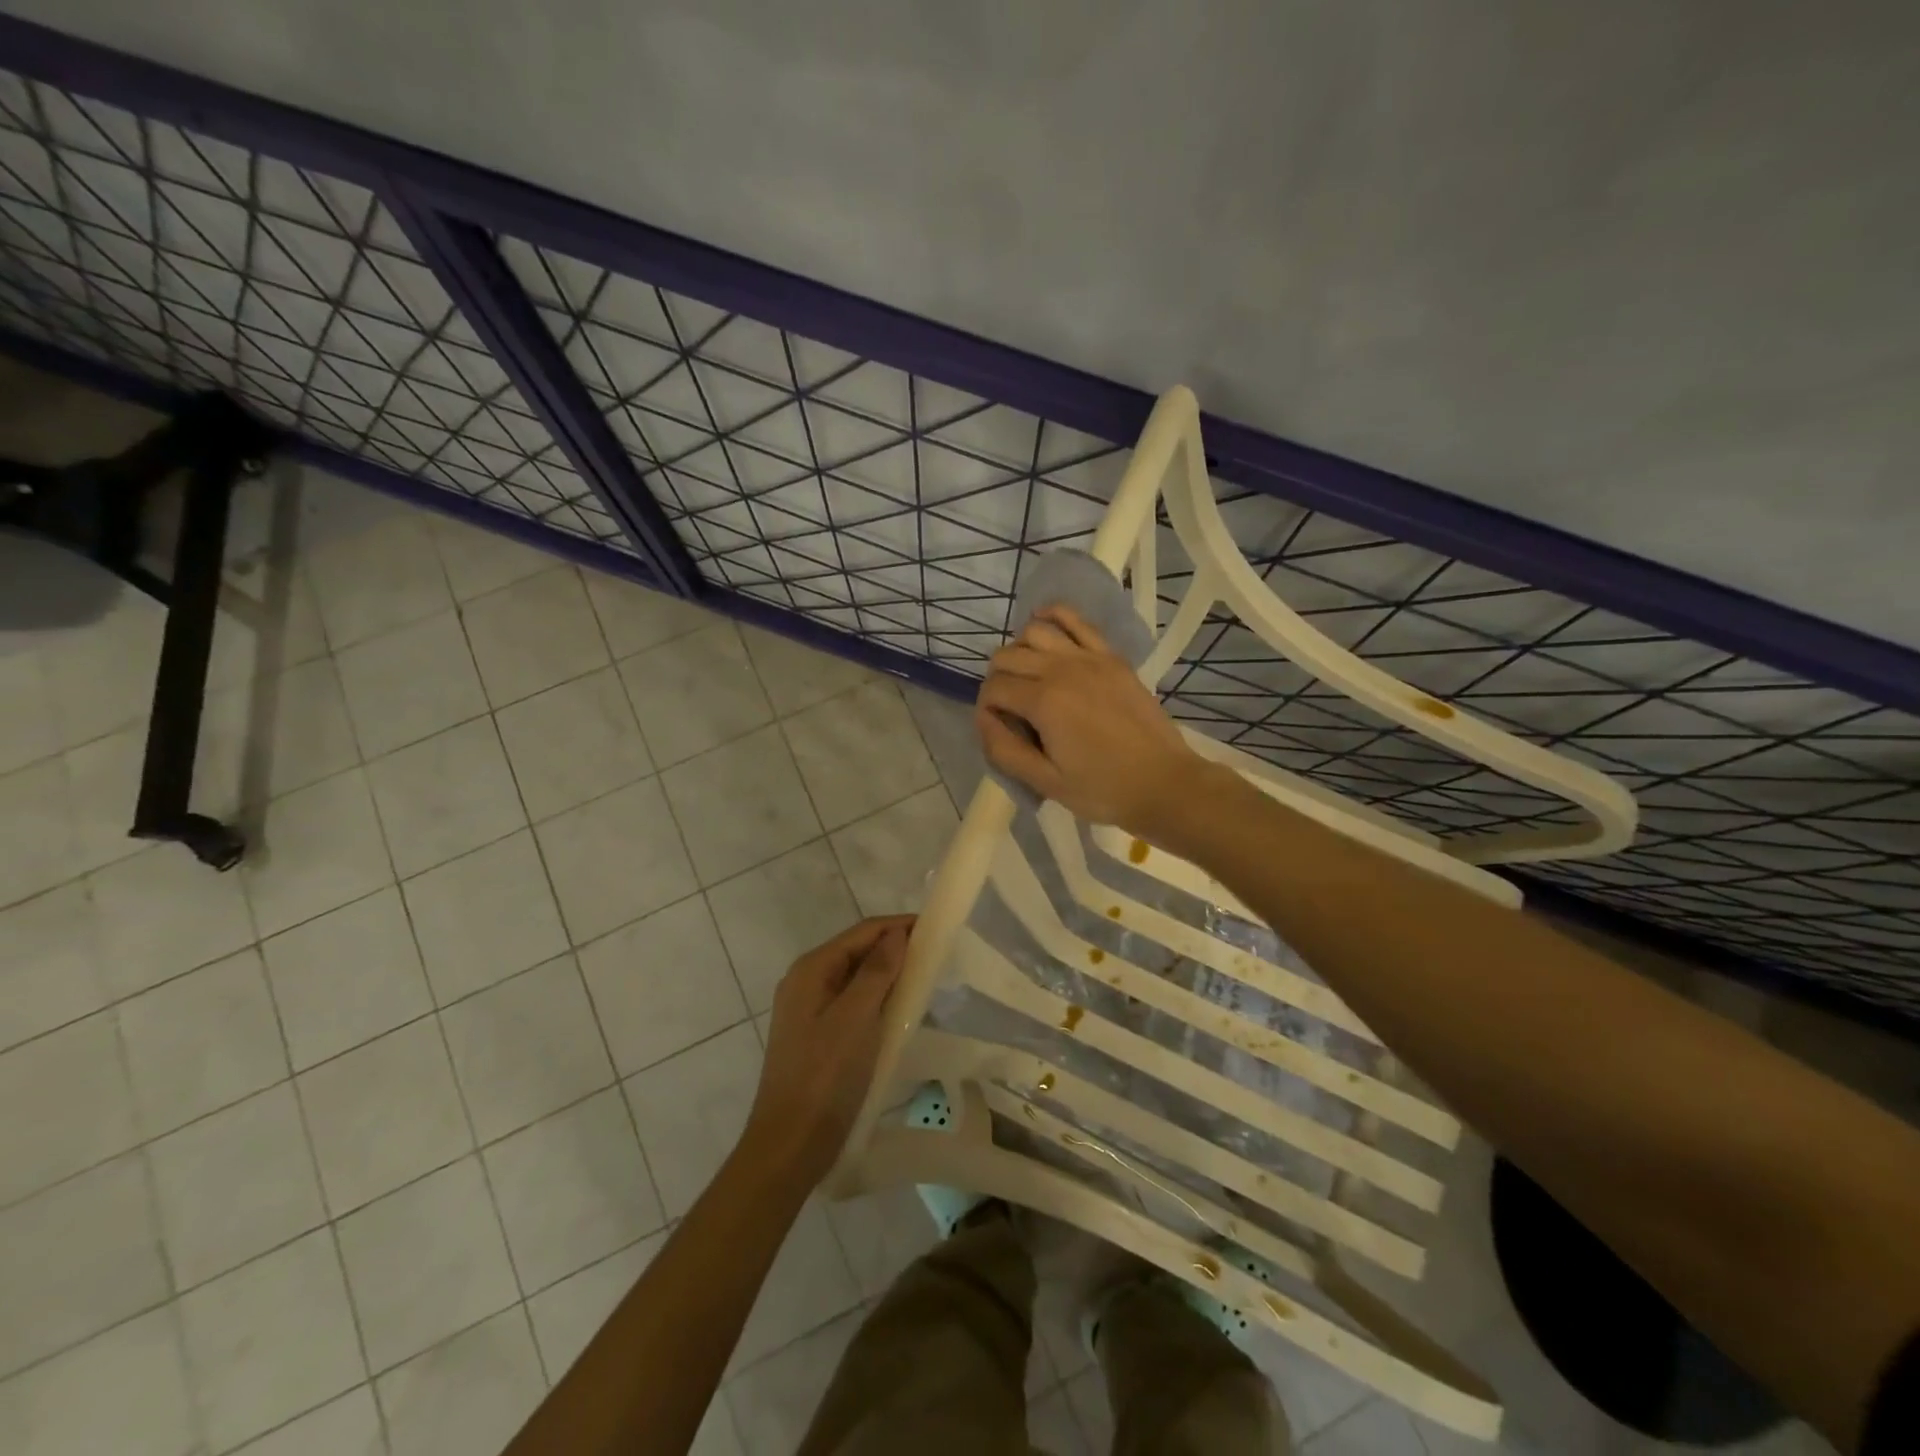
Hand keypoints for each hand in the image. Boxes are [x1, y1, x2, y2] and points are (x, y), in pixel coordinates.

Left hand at [742, 916, 914, 1187]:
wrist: (789, 1146)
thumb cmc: (824, 1076)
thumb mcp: (855, 1018)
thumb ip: (877, 971)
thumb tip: (897, 933)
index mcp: (811, 970)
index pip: (861, 932)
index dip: (897, 926)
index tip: (935, 929)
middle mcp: (806, 982)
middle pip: (856, 952)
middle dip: (894, 949)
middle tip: (936, 955)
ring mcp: (809, 1011)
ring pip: (856, 979)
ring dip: (888, 975)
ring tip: (925, 979)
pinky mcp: (817, 1036)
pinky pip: (853, 1004)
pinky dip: (878, 1000)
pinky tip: (900, 1010)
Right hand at [976, 604, 1205, 835]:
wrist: (1164, 783)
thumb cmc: (1103, 789)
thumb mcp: (1046, 782)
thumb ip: (1004, 750)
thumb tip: (984, 719)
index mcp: (1043, 702)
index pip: (994, 689)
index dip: (986, 709)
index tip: (998, 729)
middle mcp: (1062, 669)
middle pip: (1007, 656)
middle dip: (998, 680)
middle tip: (1010, 709)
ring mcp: (1089, 657)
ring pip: (1035, 631)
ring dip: (1020, 650)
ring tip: (1026, 676)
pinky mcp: (1111, 656)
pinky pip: (1075, 620)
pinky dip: (1053, 616)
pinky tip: (1043, 624)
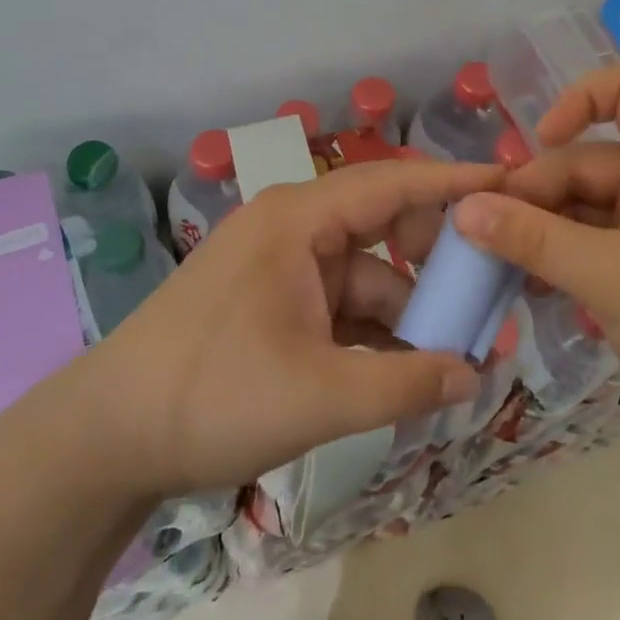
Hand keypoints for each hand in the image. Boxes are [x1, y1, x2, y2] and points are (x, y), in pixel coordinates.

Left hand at [68, 158, 499, 496]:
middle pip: (385, 230)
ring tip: (464, 354)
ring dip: (410, 314)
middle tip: (495, 296)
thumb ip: (407, 383)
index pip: (393, 183)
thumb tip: (476, 376)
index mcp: (299, 220)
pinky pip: (342, 309)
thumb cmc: (211, 395)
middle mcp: (293, 231)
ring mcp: (282, 270)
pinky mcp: (273, 307)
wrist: (105, 438)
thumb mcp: (320, 394)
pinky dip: (376, 336)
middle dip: (439, 266)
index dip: (456, 182)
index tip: (513, 183)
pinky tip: (411, 373)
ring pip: (367, 279)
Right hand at [452, 66, 619, 460]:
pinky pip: (602, 245)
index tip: (537, 144)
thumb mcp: (607, 274)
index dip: (577, 102)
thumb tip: (462, 207)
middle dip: (538, 193)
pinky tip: (528, 286)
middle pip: (591, 161)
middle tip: (484, 233)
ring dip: (545, 232)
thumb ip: (530, 237)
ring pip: (590, 209)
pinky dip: (567, 259)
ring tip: (494, 263)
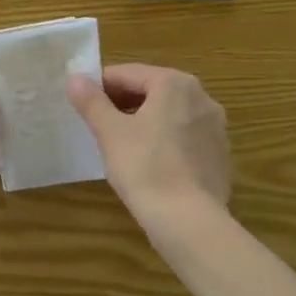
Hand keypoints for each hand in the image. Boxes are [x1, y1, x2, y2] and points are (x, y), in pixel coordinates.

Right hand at [68, 64, 228, 237]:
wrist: (188, 221)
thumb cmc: (144, 167)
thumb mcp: (110, 132)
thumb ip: (92, 101)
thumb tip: (75, 79)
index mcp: (175, 83)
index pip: (128, 74)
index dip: (100, 86)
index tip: (81, 103)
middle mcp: (202, 97)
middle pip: (152, 91)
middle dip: (123, 104)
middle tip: (97, 124)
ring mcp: (215, 128)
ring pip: (169, 115)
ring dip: (143, 122)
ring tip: (119, 144)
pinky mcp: (219, 156)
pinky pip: (184, 138)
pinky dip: (164, 142)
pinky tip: (148, 164)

_What is needed_.
Your task is to repeat the material above exactly, without its pictures.

_Solution for this task_.
Hand keypoints for each hand in the image. Boxes are [x1, y1, x2, y2] and points are (x, y), in pixel coordinates.

Left hand at [742, 916, 914, 1187]:
wrist: (789, 1146)
thumb cmc: (824, 1076)
thumb mcp: (855, 1018)
thumb ip: (877, 971)
thumb tip: (897, 933)
index mcp: (811, 970)
index pip: (861, 932)
index dip: (897, 926)
index tip: (935, 929)
middle mcp: (806, 982)
middle pip: (856, 952)
middle dip: (894, 949)
middle tip: (936, 955)
ring mcp: (809, 1011)
ring pip: (856, 979)
ring dip: (888, 975)
ring tip: (925, 979)
pinky mcp: (817, 1036)
pinky pip: (853, 1004)
pinky dip: (878, 1000)
pinky tip: (900, 1010)
Right hand at [976, 604, 1205, 835]:
wrist: (1164, 783)
thumb cmc: (1103, 789)
thumb mcp: (1046, 782)
thumb ip: (1004, 750)
thumb tip: (984, 719)
index mcp: (1043, 702)
index pip: (994, 689)
index dip: (986, 709)
index tip: (998, 729)
middle mcp: (1062, 669)
middle pip: (1007, 656)
middle dip: (998, 680)
middle tip: (1010, 709)
ring mcp: (1089, 657)
ring pip: (1035, 631)
ring dip: (1020, 650)
ring tip: (1026, 676)
pinky mcp: (1111, 656)
pinky pip: (1075, 620)
pinky dip: (1053, 616)
pinky tip: (1043, 624)
Hand keypoints for each hand in the image. Boxes are [x1, y1, x2, y2] and points are (x, y), in pixel coordinates.

Left hand at [68, 158, 499, 496]:
middle pip: (385, 230)
ring tip: (464, 354)
ring dip: (410, 314)
middle tip: (495, 296)
thumb ip: (407, 383)
index pip: (393, 183)
thumb tip: (476, 376)
index mcp: (299, 220)
pinky pip: (342, 309)
thumb cmc: (211, 395)
middle mcp: (293, 231)
ring mcp: (282, 270)
pinky mcp: (273, 307)
wrist: (105, 438)
thumb mcp: (320, 394)
pinky dip: (376, 336)
middle dip: (439, 266)
index dip: (456, 182)
index tip: (513, 183)
pinky tip: (411, 373)
ring pip: (367, 279)
Right hand at [452, 66, 619, 460]:
pinky pip: (602, 245)
index tip: (537, 144)
thumb mcp: (607, 274)
index dip: (577, 102)
thumb tip: (462, 207)
middle dip: (538, 193)
pinky tip: (528, 286)
middle pip: (591, 161)
middle tip: (484, 233)
ring dip: (545, 232)
thumb ip: (530, 237)
ring pip: (590, 209)
pinky dip: (567, 259)
ring tip: (494, 263)
Hand keypoints for each hand in the image. Boxes are [x1, y1, x2, y2] and points are (x, y), in pixel coordinates.

Right hand at [68, 64, 228, 237]:
wrist: (188, 221)
thumb cmc: (144, 167)
thumb mcp: (110, 132)
thumb ip: (92, 101)
thumb tip: (75, 79)
index mcp: (175, 83)
index pip: (128, 74)
index dip: (100, 86)
index tip: (81, 103)
middle mcp: (202, 97)
middle pip: (152, 91)
middle dip: (123, 104)
middle tip: (97, 124)
ring mcp: (215, 128)
ring pip: (169, 115)
ring dip: (143, 122)
ring tip: (119, 144)
pinky mcp: (219, 156)
pinky pip: (184, 138)
pinky dip: (164, 142)
pinky tip: (148, 164)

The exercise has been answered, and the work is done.